Wonder how many shareholders of GM are posting somewhere that Pontiac is still in business because they cant find a "going out of business" filing ... LOL
Calrod, I apologize for the long answer to follow. It is short and sweet to say it doesn't matter, etc. but understanding how this works requires more words. :-)
First, there are TWO mergers in play: 1) Action Products International (Florida) + COREwafer Industries 2) Action Products International (New York) + Core Wafer Systems There were TWO Action Products International, one in Florida and the subsidiary in New York.
Action Products International or APII was registered in Florida prior to the name and symbol change.
Then, somewhat before the name and symbol change, Gary and Co. created COREwafer Industries in Nevada.
A month after the name and symbol change Gary merged Action Products International, registered in Florida, into COREwafer Industries, registered in Nevada. (This probably should have been done at the same time, but that's another issue.)
That merger is documented at both ends, in Nevada under COREwafer Industries as a "Merge In" and in Florida under Action Products International, which is now INACTIVE/MERGED. Documents filed in Florida are available for download online (unlike documents filed in Nevada and New York), so any one who wants can download the filing and confirm that Action Products International in Florida merged into CoreWafer Industries, the surviving corporation.
So, WAFR, formerly APII, is now registered in Nevada. In the merger agreement, APII/WAFR stated that Action Products International in New York is a subsidiary, that it would merge with Core Wafer Systems, and that it would then cease to exist, which in corporate registration speak is "inactive."
I have found no information available from any source not connected to WAFR that confirms that the Action Products International registered in NY is, in fact, a subsidiary. However, WAFR claims it as a subsidiary, so let's assume that part at least is true.
On Monday, WAFR produced a copy of the Certificate of Merger they claim to have mailed on Oct 22, 2012 to Albany. That document says Core Wafer Systems is merging with Action Products International in New York. The filing, that is, the ACCEPTANCE of that document by the NY DOS, is exactly what the merger agreement says has to happen. Simply mailing it, if they did, is NOT sufficient. Once accepted, Action Products International will show "INACTIVE Merged Out."
By phone, the NY DOS says there have been no filings made with respect to Action Products International. No merger, either accepted or rejected. Furthermore, they say that it would show on the website as "INACTIVE Merged Out," just like the example above. I'm inclined to believe them. That is the answer to your question, "Why they are still showing up on the NY SOS?"
As for this question:
Can a business that changed it's name still operate under the old registered name in NY?

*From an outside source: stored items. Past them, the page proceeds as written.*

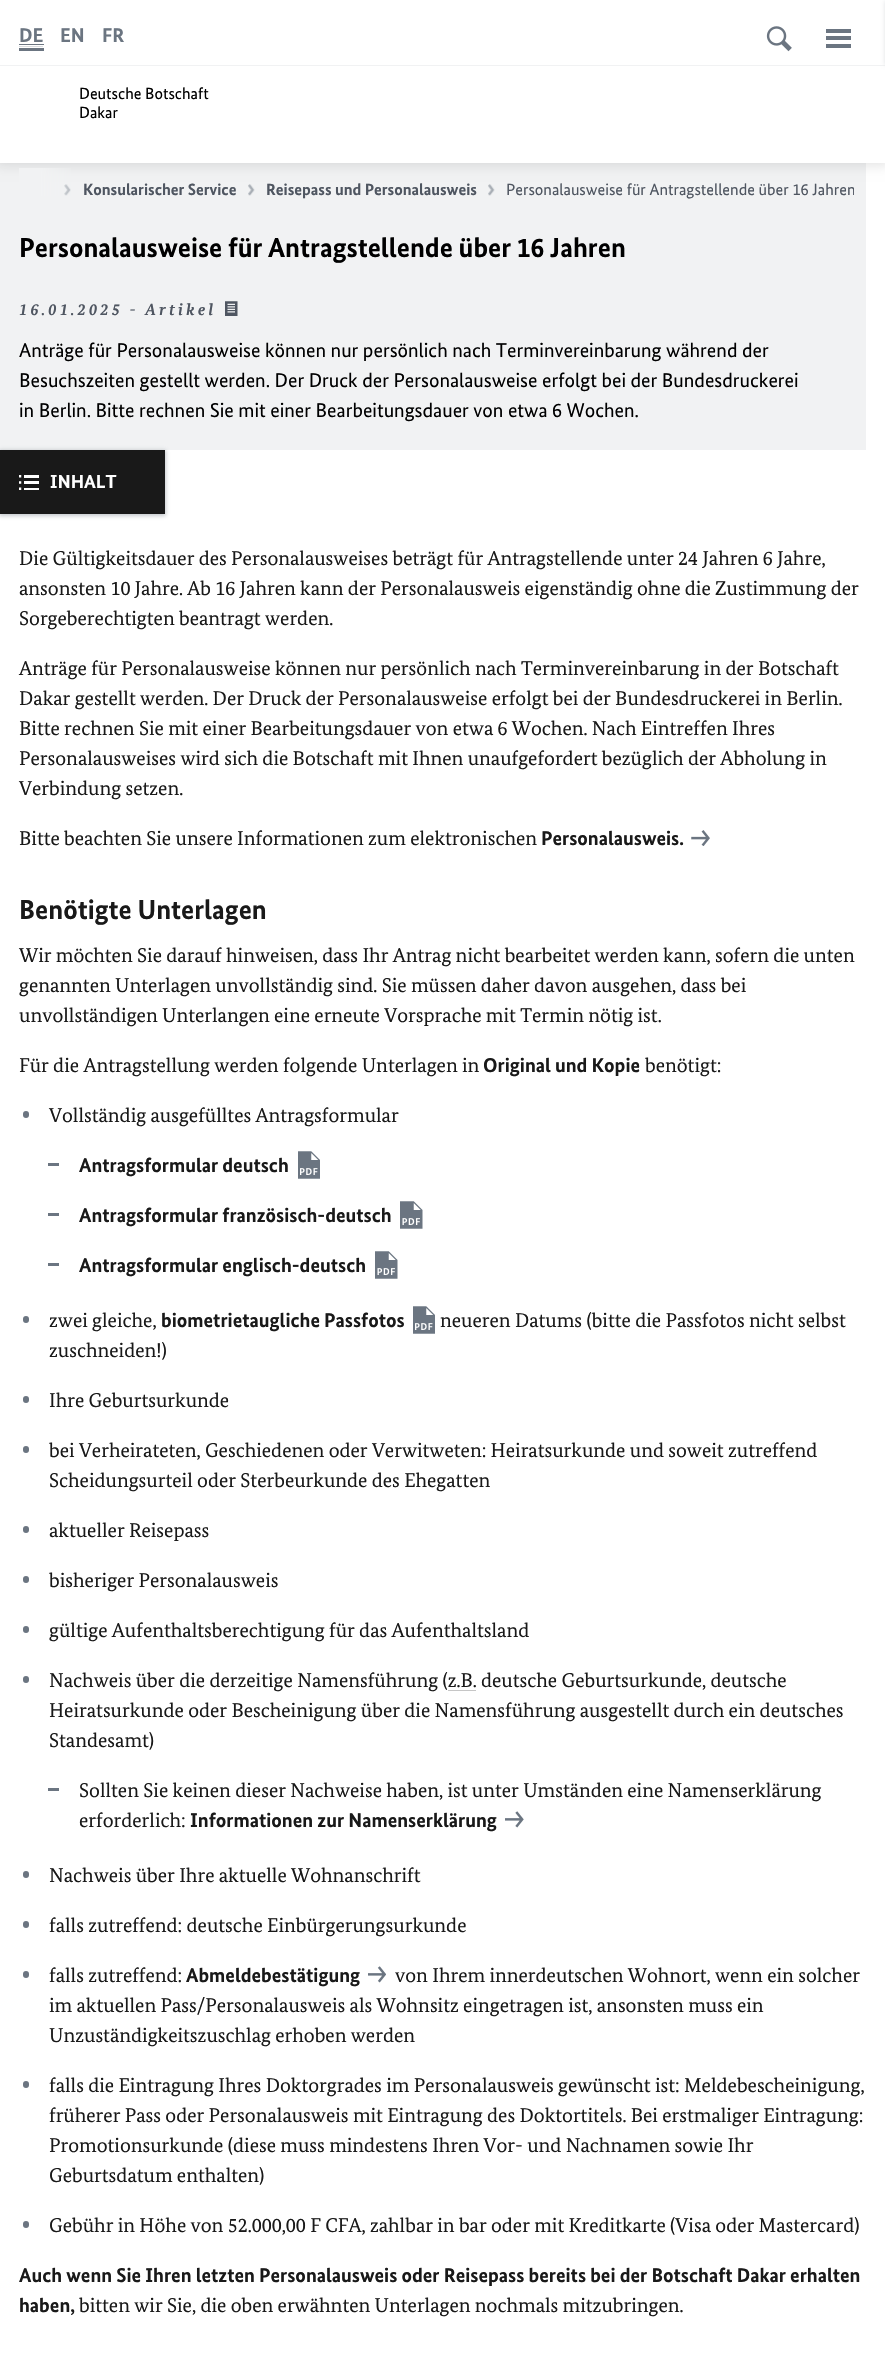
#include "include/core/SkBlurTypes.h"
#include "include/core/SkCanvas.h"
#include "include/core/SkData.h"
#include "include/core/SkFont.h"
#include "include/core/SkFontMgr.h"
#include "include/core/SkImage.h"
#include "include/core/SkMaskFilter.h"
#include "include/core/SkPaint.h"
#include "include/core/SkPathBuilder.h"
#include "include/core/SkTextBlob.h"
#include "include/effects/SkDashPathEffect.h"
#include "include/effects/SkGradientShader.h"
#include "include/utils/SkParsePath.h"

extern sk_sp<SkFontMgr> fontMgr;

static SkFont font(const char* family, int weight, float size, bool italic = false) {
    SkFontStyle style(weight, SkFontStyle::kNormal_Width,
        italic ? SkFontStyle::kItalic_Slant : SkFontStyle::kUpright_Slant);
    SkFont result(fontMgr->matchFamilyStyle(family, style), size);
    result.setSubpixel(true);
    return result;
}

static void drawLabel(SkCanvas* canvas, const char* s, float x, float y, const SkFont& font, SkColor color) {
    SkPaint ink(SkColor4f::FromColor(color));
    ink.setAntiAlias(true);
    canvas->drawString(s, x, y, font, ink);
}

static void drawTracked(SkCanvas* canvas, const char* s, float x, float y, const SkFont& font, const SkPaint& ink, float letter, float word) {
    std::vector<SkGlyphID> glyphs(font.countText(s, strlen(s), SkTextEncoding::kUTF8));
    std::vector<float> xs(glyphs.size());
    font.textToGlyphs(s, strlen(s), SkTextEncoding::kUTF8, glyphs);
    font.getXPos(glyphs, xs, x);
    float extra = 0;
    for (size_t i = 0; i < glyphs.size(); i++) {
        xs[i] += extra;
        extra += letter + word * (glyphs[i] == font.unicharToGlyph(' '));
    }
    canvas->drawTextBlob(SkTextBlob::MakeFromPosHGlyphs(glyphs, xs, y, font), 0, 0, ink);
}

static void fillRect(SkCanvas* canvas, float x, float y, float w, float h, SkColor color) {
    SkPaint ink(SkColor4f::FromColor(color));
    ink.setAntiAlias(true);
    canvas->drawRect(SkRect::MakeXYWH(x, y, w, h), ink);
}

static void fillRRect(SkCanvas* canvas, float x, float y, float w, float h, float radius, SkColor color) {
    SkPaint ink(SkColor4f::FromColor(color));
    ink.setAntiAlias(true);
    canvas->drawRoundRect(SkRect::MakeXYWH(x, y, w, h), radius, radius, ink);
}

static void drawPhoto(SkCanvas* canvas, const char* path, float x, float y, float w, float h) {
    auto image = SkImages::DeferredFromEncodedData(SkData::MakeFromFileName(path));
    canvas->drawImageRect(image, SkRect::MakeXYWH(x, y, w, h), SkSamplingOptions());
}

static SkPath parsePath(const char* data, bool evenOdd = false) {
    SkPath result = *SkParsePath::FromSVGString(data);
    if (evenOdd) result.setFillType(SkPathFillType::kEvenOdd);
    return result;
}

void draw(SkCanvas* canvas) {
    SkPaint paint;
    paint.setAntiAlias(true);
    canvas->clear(0xFFFFFFFF);
    fillRect(canvas, 0, 163, 866, 287, 0xFFF1F2F3);
    canvas->save();
    canvas->clipPath(parsePath("M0 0H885V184H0ZM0 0H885V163H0Z", true), true);
    paint.setColor(0x1A000000);
    paint.setMaskFilter(SkMaskFilter::MakeBlur(kNormal_SkBlurStyle, 5.5f));
    canvas->drawRect(SkRect::MakeXYWH(-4, -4, 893, 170), paint);
    paint.setMaskFilter(nullptr);
    canvas->restore();
    SkFont font1 = font("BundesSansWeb", 700, 20);
    drawLabel(canvas, "DE", 19, 42, font1, 0xFF6B7581);
    fillRect(canvas, 19, 44, 25, 1, 0xFF6B7581);
    fillRect(canvas, 19, 46, 24, 1, 0xFFDADDE0);
    fillRect(canvas, 19, 48, 25, 3, 0xFF6B7581);
    drawLabel(canvas, "EN", 60, 42, font1, 0xFF6B7581);
    drawLabel(canvas, "FR", 102, 42, font1, 0xFF6B7581);
    drawPhoto(canvas, "assets/img1.png", 766, 26, 26, 26);
    fillRect(canvas, 826, 36, 25, 4, 0xFF6B7581);
    fillRect(canvas, 826, 29, 25, 4, 0xFF6B7581);
    fillRect(canvas, 826, 44, 25, 4, 0xFF6B7581);
    fillRect(canvas, 0, 65, 885, 1, 0xFFF1F2F3);
    SkFont font2 = font("BundesSansWeb", 400, 16.25f);
    drawLabel(canvas, "Deutsche Botschaft", 79, 99, font2, 0xFF000000);
    drawLabel(canvas, "Dakar", 79, 118, font2, 0xFF000000);
    paint.setColor(0xFFE0E2E4);
    paint.setMaskFilter(SkMaskFilter::MakeBlur(kNormal_SkBlurStyle, 2));
    canvas->drawRect(SkRect::MakeXYWH(885, 1, 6, 64), paint);
    paint.setMaskFilter(nullptr);
    drawPhoto(canvas, "assets/img2.png", 64, 184, 7, 12);
    {
        const SkColor colors[] = {0xFFF1F2F3, 0xFFF1F2F3, 0x00F1F2F3};
        const float stops[] = {0, 0.33f, 1};
        const SkPoint ends[] = {{19, 194}, {81, 194}};
        paint.setShader(SkGradientShader::MakeLinear(ends, colors, stops, 3, SkTileMode::kClamp));
        paint.setAlpha(255);
    }
    canvas->drawRect(SkRect::MakeXYWH(19, 168, 52, 28), paint);
    SkFont font3 = font("BundesSansWeb", 700, 16.25f);
    drawLabel(canvas, "Konsularischer Service", 83, 195, font3, 0xFF4F5661);
    drawPhoto(canvas, "assets/img3.png", 248, 184, 7, 12);
    drawLabel(canvas, "Reisepass und Personalausweis", 266, 195, font3, 0xFF4F5661);
    drawPhoto(canvas, "assets/img3.png", 488, 184, 7, 12);
    canvas->save();
    canvas->clipRect(SkRect::MakeXYWH(19, 168, 835, 52));
    drawLabel(canvas, "Personalausweise für Antragstellende über 16 Jahren", 506, 195, font2, 0xFF4F5661);
    canvas->restore();
    SkFont font4 = font("BundesSansWeb", 700, 27.5f);
    drawLabel(canvas, "Personalausweise für Antragstellende über 16 Jahren", 19, 257, font4, 0xFF000000);
    SkFont font5 = font("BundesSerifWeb", 700, 16.25f, true);
    paint.setShader(nullptr);
    paint.setColor(0xFF4F5661);
    drawTracked(canvas, "16.01.2025 - Artikel", 19, 315, font5, paint, 3.25f, 0);
    drawPhoto(canvas, "assets/img4.png", 225, 301, 13, 15);
    SkFont font6 = font("BundesSansWeb", 400, 20);
    drawLabel(canvas, "Anträge für Personalausweise können nur persönlich nach Terminvereinbarung während der", 19, 357, font6, 0xFF000000);
    drawLabel(canvas, "Besuchszeiten gestellt werden. Der Druck der Personalausweise erfolgt bei der Bundesdruckerei", 19, 387, font6, 0xFF000000);
    drawLabel(canvas, "in Berlin. Bitte rechnen Sie mit einer Bearbeitungsdauer von etwa 6 Wochen.", 19, 417, font6, 0xFF000000);
    paint.setColor(0x8089919A);
    paint.setMaskFilter(SkMaskFilter::MakeBlur(kNormal_SkBlurStyle, 2));
    canvas->drawRect(SkRect::MakeXYWH(-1, 450, 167, 66), paint);
    paint.setMaskFilter(nullptr);
    fillRect(canvas, 0, 450, 165, 64, 0xFF191919);
    drawPhoto(canvas, "assets/img5.png", 19, 475, 20, 15);
    SkFont font7 = font("BundesSansWeb", 700, 19);
    drawLabel(canvas, "INHALT", 50, 488, font7, 0xFFFFFFFF);
    SkFont font8 = font("BundesSerifWeb", 400, 20);
    drawLabel(canvas, "Die Gültigkeitsdauer des Personalausweises beträgt für Antragstellende unter 24 Jahren 6 Jahre,", 19, 565, font8, 0xFF191919);
    drawLabel(canvas, "ansonsten 10 Jahre. Ab 16 Jahren kann der Personalausweis eigenständig ohne die Zustimmung der", 19, 595, font8, 0xFF191919);
    drawLabel(canvas, "Sorgeberechtigten beantragt werden.", 19, 625, font8, 0xFF191919);
    drawLabel(canvas, "Anträge für Personalausweise können nur persönlich nach Terminvereinbarung in der Botschaft", 19, 675, font8, 0xFF191919);
    drawLabel(canvas, "Dakar gestellt werden. Der Druck der Personalausweise erfolgt bei der Bundesdruckerei in Berlin.", 19, 705, font8, 0xFF191919);
    drawLabel(canvas, "Bitte rechnen Sie mit einer Bearbeitungsdauer von etwa 6 Wochen. Nach Eintreffen Ihres", 19, 735, font8, 0xFF191919);
    drawLabel(canvas, "Personalausweises wird sich die Botschaft mit Ihnen unaufgefordert bezüglich der Abholung in", 19, 765, font8, 0xFF191919);
    drawLabel(canvas, "Verbindung setzen.", 19, 795, font8, 0xFF191919);
    drawLabel(canvas, "Bitte beachten Sie unsere Informationen zum elektronischen", 19, 845, font8, 0xFF191919);
    drawLabel(canvas, "Personalausweis.", 541, 845, font1, 0xFF191919);
    drawPhoto(canvas, "assets/img6.png", 691, 830, 19, 16);
    drawLabel(canvas, "Benötigte Unterlagen", 19, 919, font4, 0xFF191919);
    drawLabel(canvas, "Wir möchten Sie darauf hinweisen, dass Ihr Antrag nicht bearbeitet werden kann, sofern die unten", 19, 962, font8, 0xFF191919);
    drawLabel(canvas, "genannten Unterlagen unvollständig sind. Sie müssen daher davon ausgehen, dass bei", 19, 992, font8, 0xFF191919);
    drawLabel(canvas, "unvollständigen Unterlangen eine erneute Vorsprache mit Termin nötig ist.", 19, 1022, font8, 0xFF191919);
    drawLabel(canvas, "Für die Antragstellung werden folgende Unterlagen in", 19, 1072, font8, 0xFF191919);
    drawLabel(canvas, "Original und Kopie", 483, 1072, font1, 0xFF191919);
    drawLabel(canvas, "benötigt:", 645, 1072, font8, 0xFF191919);
    fillRRect(canvas, 23, 1111, 6, 7, 3, 0xFF6B7581);
    drawLabel(canvas, "Vollständig ausgefülltes Antragsformular", 49, 1122, font8, 0xFF191919);
    fillRect(canvas, 48, 1163, 11, 3, 0xFF6B7581);
    drawPhoto(canvas, "assets/img7.png", 298, 1151, 22, 28);
    drawLabel(canvas, "Antragsformular deutsch", 79, 1172, font1, 0xFF191919);
    fillRect(canvas, 48, 1213, 11, 3, 0xFF6B7581);
    drawPhoto(canvas, "assets/img8.png", 400, 1201, 23, 28);
    drawLabel(canvas, "Antragsformular französisch-deutsch", 79, 1222, font1, 0xFF191919);
    fillRect(canvas, 48, 1263, 11, 3, 0xFF6B7581);
    drawPhoto(canvas, "assets/img8.png", 375, 1251, 23, 28);
    drawLabel(canvas, "Antragsformular englisch-deutsch", 79, 1272, font1, 0xFF191919);
    fillRRect(canvas, 23, 1316, 6, 7, 3, 0xFF6B7581);
    drawLabel(canvas, "zwei gleiche,", 49, 1327, font8, 0xFF191919);
    drawPhoto(canvas, "assets/img7.png", 413, 1306, 22, 28);
    drawLabel(canvas, "biometrietaugliche Passfotos", 161, 1327, font1, 0xFF191919);
    drawLabel(canvas, "neueren Datums (bitte die Passfotos nicht selbst", 440, 1327, font8, 0xFF191919);
    drawLabel(canvas, "zuschneiden!)", 49, 1357, font8, 0xFF191919);
    fillRRect(canvas, 23, 1396, 6, 7, 3, 0xFF6B7581);
    drawLabel(canvas, "Ihre Geburtsurkunde", 49, 1407, font8, 0xFF191919);
    fillRRect(canvas, 23, 1446, 6, 7, 3, 0xFF6B7581);
    drawLabel(canvas, "bei Verheirateten, Geschiedenen oder Verwitweten: Heiratsurkunde und soweit zutreffend", 49, 1457, font8, 0xFF191919);
    drawLabel(canvas, "Scheidungsurteil oder Sterbeurkunde des Ehegatten", 49, 1487, font8, 0xFF191919);
    fillRRect(canvas, 23, 1526, 6, 7, 3, 0xFF6B7581);
    drawLabel(canvas, "aktueller Reisepass", 49, 1537, font8, 0xFF191919);
    fillRRect(canvas, 23, 1576, 6, 7, 3, 0xFF6B7581);
    drawLabel(canvas, "bisheriger Personalausweis", 49, 1587, font8, 0xFF191919);
    fillRRect(canvas, 23, 1626, 6, 7, 3, 0xFF6B7581);
    drawLabel(canvas, "gültige Aufenthaltsberechtigung für das Aufenthaltsland", 49, 1637, font8, 0xFF191919);
    fillRRect(canvas, 23, 1676, 6, 7, 3, 0xFF6B7581);
    drawLabel(canvas, "Nachweis über die derzeitige Namensführung (z.B.", 49, 1687, font8, 0xFF191919);
    drawLabel(canvas, "deutsche Geburtsurkunde, deutsche", 481, 1687, font8, 0xFF191919);
    fillRect(canvas, 448, 1690, 28, 1, 0xFFC6C6C6);
    drawLabel(canvas, "Heiratsurkunde oder Bescheinigung über die Namensführung ausgestellt durch ein deutsches", 49, 1717, font8, 0xFF191919);
    drawLabel(canvas, "Standesamt)", 49, 1747, font8, 0xFF191919);
    fillRect(canvas, 48, 1788, 11, 3, 0xFF6B7581);
    drawLabel(canvas, "Sollten Sie keinen dieser Nachweise haben, ist unter Umständen eine Namenserklärung", 79, 1797, font8, 0xFF191919);
    drawLabel(canvas, "erforderlich:", 79, 1827, font8, 0xFF191919);
    drawLabel(canvas, "Informationen zur Namenserklärung", 190, 1827, font1, 0xFF191919);
    drawPhoto(canvas, "assets/img9.png", 505, 1811, 19, 17);
    fillRRect(canvas, 23, 1871, 6, 7, 3, 0xFF6B7581);
    drawLabel(canvas, "Nachweis über Ihre aktuelle Wohnanschrift", 49, 1882, font8, 0xFF191919);
    fillRRect(canvas, 23, 1921, 6, 7, 3, 0xFF6B7581);
    drawLabel(canvas, "falls zutreffend: deutsche Einbürgerungsurkunde", 49, 1932, font8, 0xFF191919);
    fillRRect(canvas, 23, 1971, 6, 7, 3, 0xFF6B7581);
    drawLabel(canvas, "falls zutreffend:", 49, 1982, font8, 0xFF191919);
    drawLabel(canvas, "Abmeldebestätigung", 186, 1982, font1, 0xFF191919);
    drawPhoto(canvas, "assets/img10.png", 368, 1966, 18, 17);
    drawLabel(canvas, "von Ihrem innerdeutschen Wohnort, wenn ein solcher", 395, 1982, font8, 0xFF191919);
    drawLabel(canvas, "im aktuellen Pass/Personalausweis als Wohnsitz eingetragen ist, ansonsten muss ein", 49, 2012, font8, 0xFF191919);
    drawLabel(canvas, "Unzuständigkeitszuschlag erhoben werden", 49, 2042, font8, 0xFF191919);
    fillRRect(canvas, 23, 2081, 6, 7, 3, 0xFF6B7581);
    drawLabel(canvas, "falls die Eintragung Ihres Doktorgrades im Personalausweis gewünscht ist: Meldebescheinigung,", 49, 2092, font8, 0xFF191919);
    drawLabel(canvas, "früherer Pass oder Personalausweis mit Eintragung des Doktortitels. Bei erstmaliger Eintragung:", 49, 2122, font8, 0xFF191919);
    drawLabel(canvas, "Promotionsurkunde (diese muss mindestens Ihren Vor- und Nachnamen sowie Ihr", 49, 2152, font8, 0xFF191919);
    drawLabel(canvas, "Geburtsdatum enthalten)", 49, 2182, font8, 0xFF191919);
    fillRRect(canvas, 23, 2221, 6, 7, 3, 0xFF6B7581);
    drawLabel(canvas, "Gebühr in Höhe von 52.000,00 F CFA, zahlbar in bar oder mit Kreditkarte (Visa oder Mastercard)", 49, 2232, font8, 0xFF191919);
    drawLabel(canvas, "Auch wenn Sie Ihren letzten Personalausweis oder Reisepass bereits bei der Botschaft Dakar erhalten", 19, 2282, font1, 0xFF191919);
    drawLabel(canvas, "haben,", 19, 2312, font1, 0xFF191919);
    drawLabel(canvas, "bitten wir Sie, die oben erwähnten Unterlagen nochmals mitzubringen.", 79, 2312, font8, 0xFF191919);
}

WAFR and Action Products International are separate companies. The whole point of merging Core Wafer Systems with Action Products in New York is to turn CWS into WAFR's subsidiary. In doing so, WAFR may think they are shielding themselves from CWS's liabilities. Probably Roger and Louis are probably trying to do the same. WAFR will own CWS; Roger and Louis will own shares of WAFR.
Here's the extraordinary part: the date the merger filings were made, Oct 24, 2012, is exactly 91 days after the Settlement Date of the lawsuit with Sandia Technologies. CWS was supposed to cough up half a million within 90 and failed to do so.